Set every record down verbatim and omit the pictures.

^^^^^^^^

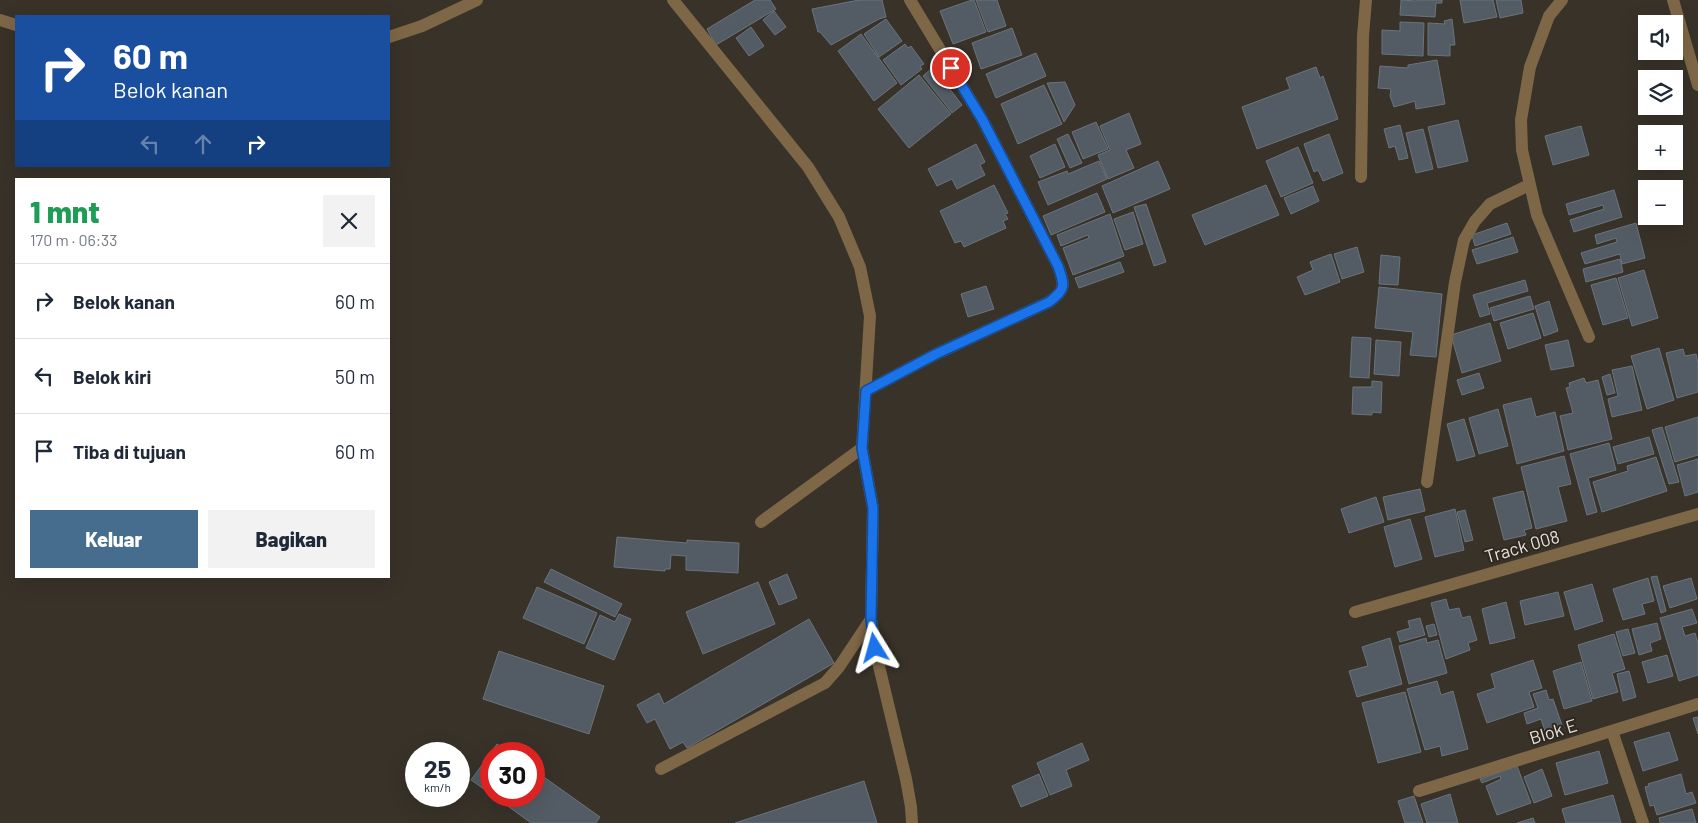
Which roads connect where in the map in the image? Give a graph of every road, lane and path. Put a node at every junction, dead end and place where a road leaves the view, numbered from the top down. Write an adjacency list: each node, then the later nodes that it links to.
1 (477, 0): 9 (street)
2 (673, 0): 14 (street)
3 (910, 0): 14 (street)
4 (1366, 0): 11 (street)
5 (1562, 0): 12 (street)
6 (1673, 0): 10 (street)
7 (0, 20): 8 (street)
8 (15, 25)
9 (390, 36)
10 (1698, 85)
11 (1361, 177)
12 (1529, 185): 13 (street); 16 (street)
13 (1589, 337)
14 (866, 391): 15 (street)
15 (862, 448): 18 (street); 20 (street)
16 (1427, 482)
17 (1698, 514): 19 (street, Track 008)
18 (761, 522)
19 (1355, 612)
20 (871, 619): 23 (street); 25 (street)
21 (1698, 704): 22 (street, Blok E)
22 (1612, 731): 24 (street, Blok E); 26 (street)
23 (661, 769)
24 (1419, 791)
25 (912, 823)
26 (1643, 823)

^^^^^^^^

Result of the exercise:
Which roads connect where in the map in the image? Give a graph of every road, lane and path. Put a node at every junction, dead end and place where a road leaves the view, numbered from the top down. Write an adjacency list: each node, then the later nodes that it links to.
1 (477, 0): 9 (street)
2 (673, 0): 14 (street)
3 (910, 0): 14 (street)
4 (1366, 0): 11 (street)
5 (1562, 0): 12 (street)
6 (1673, 0): 10 (street)
7 (0, 20): 8 (street)
8 (15, 25)
9 (390, 36)
10 (1698, 85)
11 (1361, 177)
12 (1529, 185): 13 (street); 16 (street)
13 (1589, 337)
14 (866, 391): 15 (street)
15 (862, 448): 18 (street); 20 (street)
16 (1427, 482)
17 (1698, 514): 19 (street, Track 008)
18 (761, 522)
19 (1355, 612)
20 (871, 619): 23 (street); 25 (street)
21 (1698, 704): 22 (street, Blok E)
22 (1612, 731): 24 (street, Blok E); 26 (street)
23 (661, 769)
24 (1419, 791)
25 (912, 823)
26 (1643, 823)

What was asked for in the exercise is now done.